Stored entries
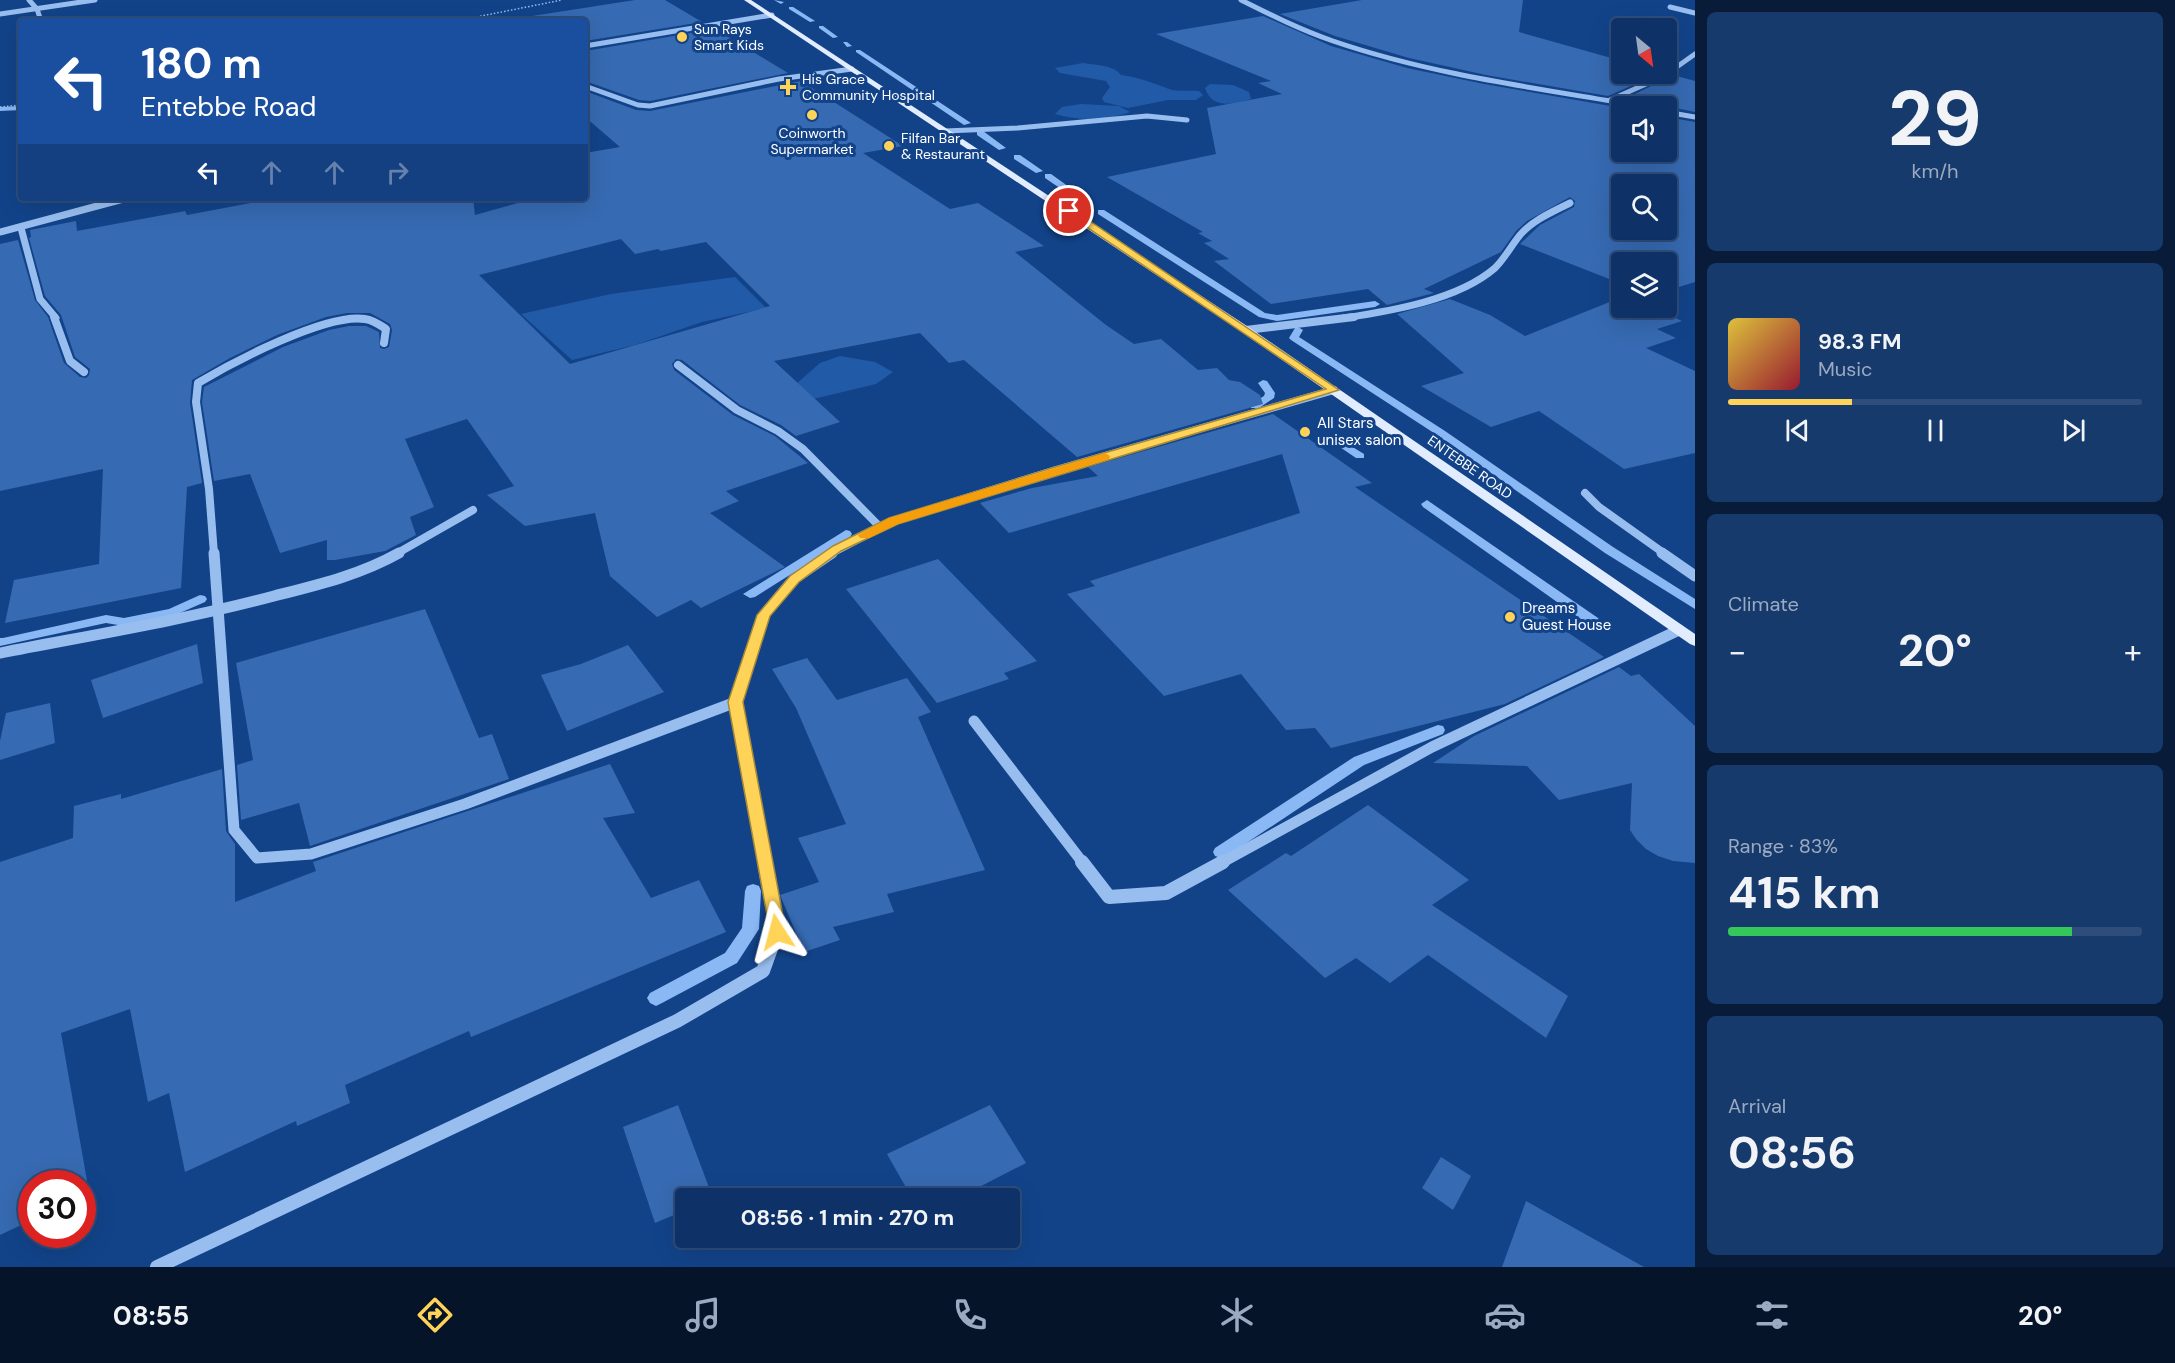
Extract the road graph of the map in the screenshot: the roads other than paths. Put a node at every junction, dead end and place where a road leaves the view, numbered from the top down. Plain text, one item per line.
1 (29, 0) edge
2 (95, 0) edge
3 (747, 0) edge
4 (1242, 0) edge
5 (1670, 8) dead end
6 (37, 9) junction
7 (1695, 13) edge
8 (0, 14) edge
9 (772, 15) junction
10 (40, 18) edge
11 (588, 46) edge
12 (1695, 54) edge
13 (852, 69) junction
14 (588, 87) edge
15 (1609, 101) joint
16 (1677, 114) edge
17 (1695, 117) edge
18 (1187, 120) dead end
19 (945, 131) junction
20 (116, 201) edge
21 (1570, 202) dead end
22 (21, 228) junction
23 (0, 232) edge
24 (1246, 330) junction
25 (384, 343) dead end
26 (678, 365) dead end
27 (84, 372) dead end
28 (1334, 390) junction
29 (1586, 493) dead end
30 (473, 510) dead end
31 (880, 527) junction
32 (1695, 576) edge
33 (217, 611) junction
34 (1679, 630) junction
35 (1695, 641) edge
36 (0, 653) edge
37 (736, 702) junction
38 (974, 721) dead end
39 (157, 1267) edge

1 - 6 street
2 - 6 street
3 - 9 main road, ENTEBBE ROAD
4 - 15 street
5 - 7 street
6 - 8 street
6 - 10 street
9 - 11 street
9 - 13 main road, ENTEBBE ROAD
12 - 15 street
13 - 14 street
13 - 19 main road, ENTEBBE ROAD
16 - 17 street
18 - 19 street
19 - 24 main road, ENTEBBE ROAD
20 - 22 street
21 - 24 street
22 - 23 street
22 - 27 street
24 - 28 main road, ENTEBBE ROAD
25 - 33 street
26 - 31 street
28 - 31 street
28 - 34 main road, ENTEBBE ROAD
29 - 32 street
30 - 33 street
31 - 37 street
33 - 36 street
33 - 37 street
34 - 35 main road, ENTEBBE ROAD
34 - 38 street
37 - 39 street

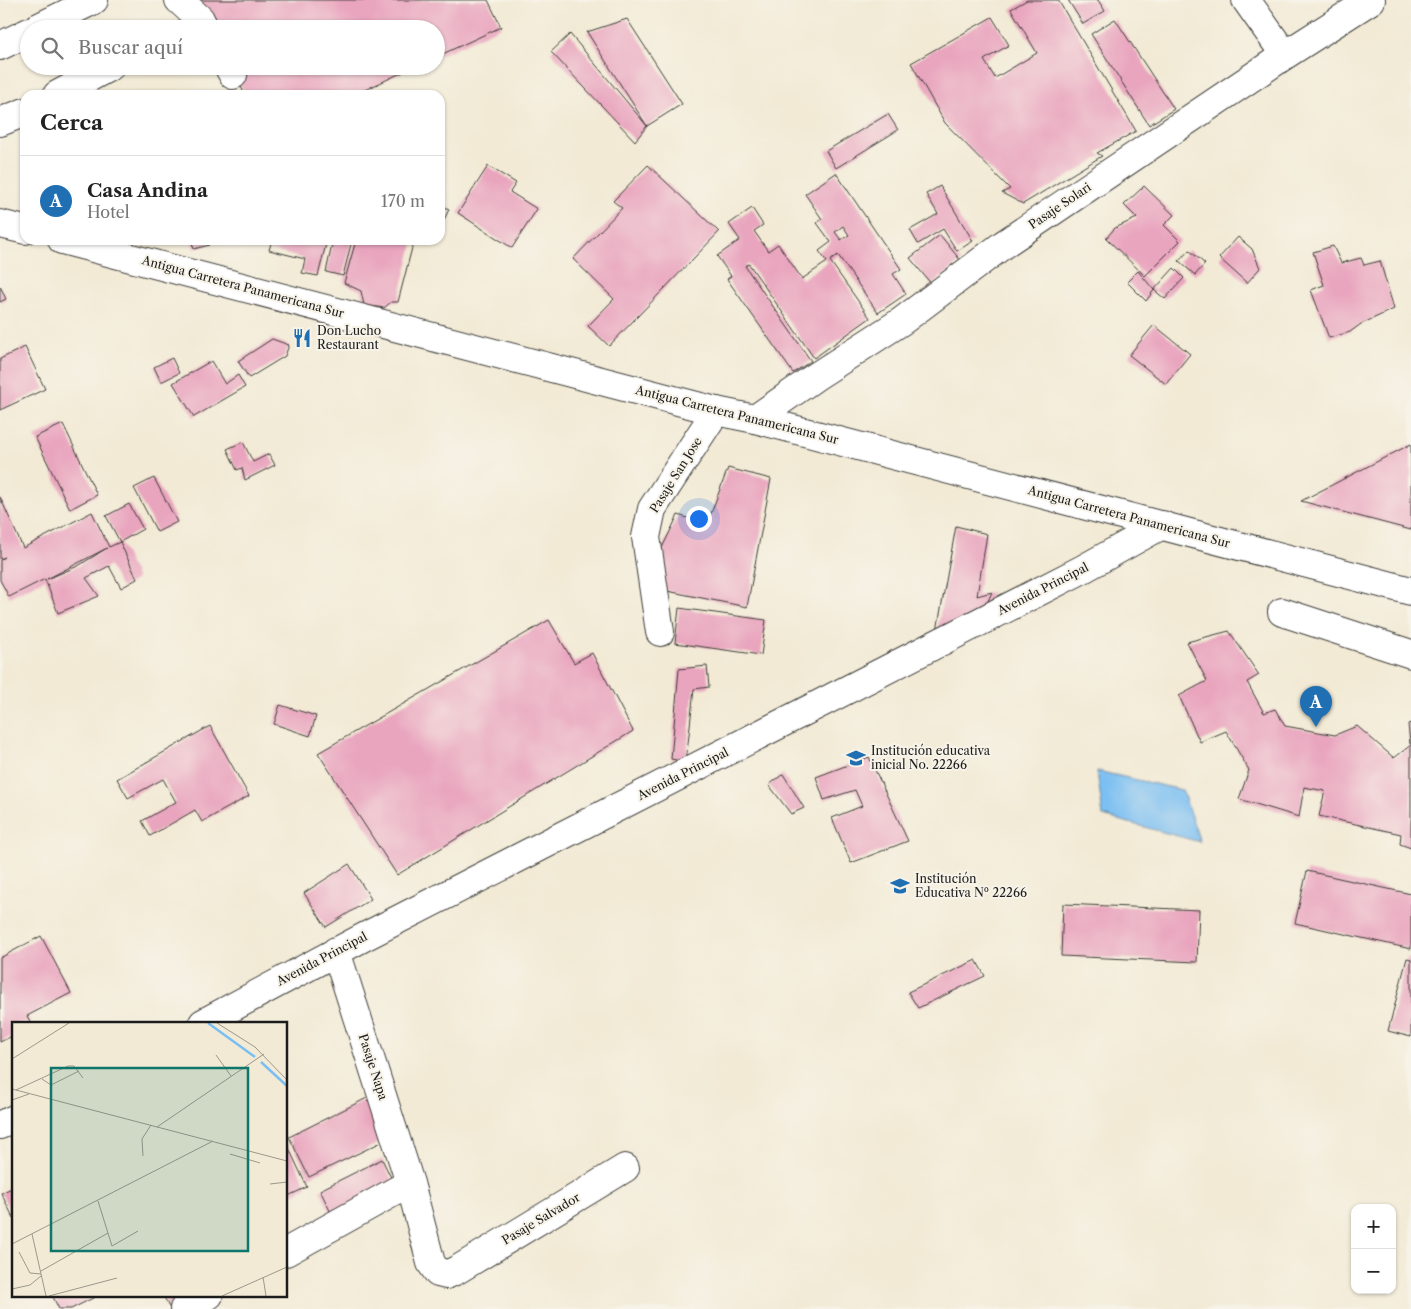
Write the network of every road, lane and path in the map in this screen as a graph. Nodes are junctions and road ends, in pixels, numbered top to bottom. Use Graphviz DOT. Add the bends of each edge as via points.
graph roads {
  1 [pos="94,0"];
  2 [pos="180,0"];
  3 [pos="1246,0"];
  4 [pos="1371,0"];
  5 [pos="53,20"];
  6 [pos="192,20"];
  7 [pos="20,36"];
  8 [pos="0,46"];
  9 [pos="1285,55"];
  10 [pos="95,75"];
  11 [pos="67,90"];
  12 [pos="20,114"];
  13 [pos="0,122"];
  14 [pos="0,224"];
  15 [pos="20,229"];
  16 [pos="81,245"];
  17 [pos="716,411"];
  18 [pos="755,419"];
  19 [pos="1162,525"];
  20 [pos="1411,591"];
  21 [pos="1282,612"];
  22 [pos="660,632"];
  23 [pos="1411,654"];
  24 [pos="336,951"];
  25 [pos="205,1022"];
  26 [pos="12,1119"];
  27 [pos="0,1125"];
  28 [pos="625,1168"];
  29 [pos="410,1183"];
  30 [pos="288,1251"];
  31 [pos="457,1270"];
  32 [pos="207,1296"];
  33 [pos="184,1309"];
  1 -- 5 [label="main road"];
  2 -- 6 [label="main road"];
  3 -- 9 [label="main road"];
  4 -- 9 [label="main road, Pasaje Solari"];
  7 -- 8 [label="main road"];
  9 -- 18 [label="main road, Pasaje Solari" via="1004,244 902,321"];
  10 -- 11 [label="main road"];
  12 -- 13 [label="main road"];
  14 -- 15 [label="main road"];
  16 -- 17 [label="main road, Antigua Carretera Panamericana Sur"];
  17 -- 18 [label="main road, Antigua Carretera Panamericana Sur"];
  17 -- 22 [label="main road, Pasaje San Jose" via="652,509 646,537"];
  18 -- 19 [label="main road, Antigua Carretera Panamericana Sur"];
  19 -- 20 [label="main road, Antigua Carretera Panamericana Sur"];
  19 -- 24 [label="main road, Avenida Principal" via="1074,574"];
  21 -- 23 [label="main road"];
  24 -- 25 [label="main road, Avenida Principal"];
  24 -- 29 [label="main road, Pasaje Napa"];
  26 -- 27 [label="main road"];
  28 -- 31 [label="main road, Pasaje Salvador"];
  29 -- 30 [label="main road"];
  29 -- 31 [label="main road, Pasaje Napa" via="431,1263 438,1273 446,1275"];
  32 -- 33 [label="main road"];
}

**The problem:** Leaving every picture out, output the data exactly as it stands.

**Expected answer:**
Extract the road graph of the map in the screenshot: the roads other than paths. Put a node at every junction, dead end and place where a road leaves the view, numbered from the top down. Plain text, one item per line.
1 (29, 0) edge
2 (95, 0) edge
3 (747, 0) edge
4 (1242, 0) edge
5 (1670, 8) dead end
6 (37, 9) junction
7 (1695, 13) edge
8 (0, 14) edge
9 (772, 15) junction
10 (40, 18) edge
11 (588, 46) edge
12 (1695, 54) edge
13 (852, 69) junction
14 (588, 87) edge
15 (1609, 101) joint
16 (1677, 114) edge
17 (1695, 117) edge
18 (1187, 120) dead end
19 (945, 131) junction
20 (116, 201) edge
21 (1570, 202) dead end
22 (21, 228) junction
23 (0, 232) edge
24 (1246, 330) junction
25 (384, 343) dead end
26 (678, 365) dead end
27 (84, 372) dead end
28 (1334, 390) junction
29 (1586, 493) dead end
30 (473, 510) dead end
31 (880, 527) junction
32 (1695, 576) edge
33 (217, 611) junction
34 (1679, 630) junction
35 (1695, 641) edge
36 (0, 653) edge
37 (736, 702) junction
38 (974, 721) dead end
39 (157, 1267) edge

1 - 6 street
2 - 6 street
3 - 9 main road, ENTEBBE ROAD
4 - 15 street
5 - 7 street
6 - 8 street
6 - 10 street
9 - 11 street
9 - 13 main road, ENTEBBE ROAD
12 - 15 street
13 - 14 street
13 - 19 main road, ENTEBBE ROAD
16 - 17 street
18 - 19 street
19 - 24 main road, ENTEBBE ROAD
20 - 22 street
21 - 24 street
22 - 23 street
22 - 27 street
24 - 28 main road, ENTEBBE ROAD
25 - 33 street
26 - 31 street
28 - 31 street
28 - 34 main road, ENTEBBE ROAD
29 - 32 street
30 - 33 street
31 - 37 street
33 - 36 street
33 - 37 street
34 - 35 main road, ENTEBBE ROAD
34 - 38 street
37 - 39 street

Write the network of every road, lane and path in the map in this screen as a graph. Nodes are junctions and road ends, in pixels, numbered top to bottom. Use Graphviz DOT. Add the bends of each edge as via points.
graph roads {
  1 [pos="94,0"];
  2 [pos="180,0"];
  3 [pos="1246,0"];
  4 [pos="1371,0"];
  5 [pos="53,20"];
  6 [pos="192,20"];
  7 [pos="20,36"];
  8 [pos="0,46"];
  9 [pos="1285,55"];
  10 [pos="95,75"];
  11 [pos="67,90"];
  12 [pos="20,114"];
  13 [pos="0,122"];
  14 [pos="0,224"];
  15 [pos="20,229"];
  16 [pos="81,245"];
  17 [pos="716,411"];
  18 [pos="755,419"];
  19 [pos="1162,525"];
  20 [pos="1411,591"];
  21 [pos="1282,612"];
  22 [pos="660,632"];
  23 [pos="1411,654"];
  24 [pos="336,951"];
  25 [pos="205,1022"];
  26 [pos="12,1119"];
  27 [pos="0,1125"];
  28 [pos="625,1168"];
  29 [pos="410,1183"];
  30 [pos="288,1251"];
  31 [pos="457,1270"];
  32 [pos="207,1296"];
  33 [pos="184,1309"];
  1 -- 5 [label="main road"];
  2 -- 6 [label="main road"];
  3 -- 9 [label="main road"];
  4 -- 9 [label="main road, Pasaje Solari"];
  7 -- 8 [label="main road"];
  9 -- 18 [label="main road, Pasaje Solari" via="1004,244 902,321"];
  10 -- 11 [label="main road"];
  12 -- 13 [label="main road"];
  14 -- 15 [label="main road"];
  16 -- 17 [label="main road, Antigua Carretera Panamericana Sur"];
  17 -- 18 [label="main road, Antigua Carretera Panamericana Sur"];
  17 -- 22 [label="main road, Pasaje San Jose" via="652,509 646,537"];
  18 -- 19 [label="main road, Antigua Carretera Panamericana Sur"];
  19 -- 20 [label="main road, Antigua Carretera Panamericana Sur"];
  19 -- 24 [label="main road, Avenida Principal" via="1074,574"];
  21 -- 23 [label="main road"];
  24 -- 25 [label="main road, Avenida Principal"];
  24 -- 29 [label="main road, Pasaje Napa"];
  26 -- 27 [label="main road"];
  28 -- 31 [label="main road, Pasaje Salvador"];
  29 -- 30 [label="main road"];
  29 -- 31 [label="main road, Pasaje Napa" via="431,1263 438,1273 446,1275"];
  32 -- 33 [label="main road"];
}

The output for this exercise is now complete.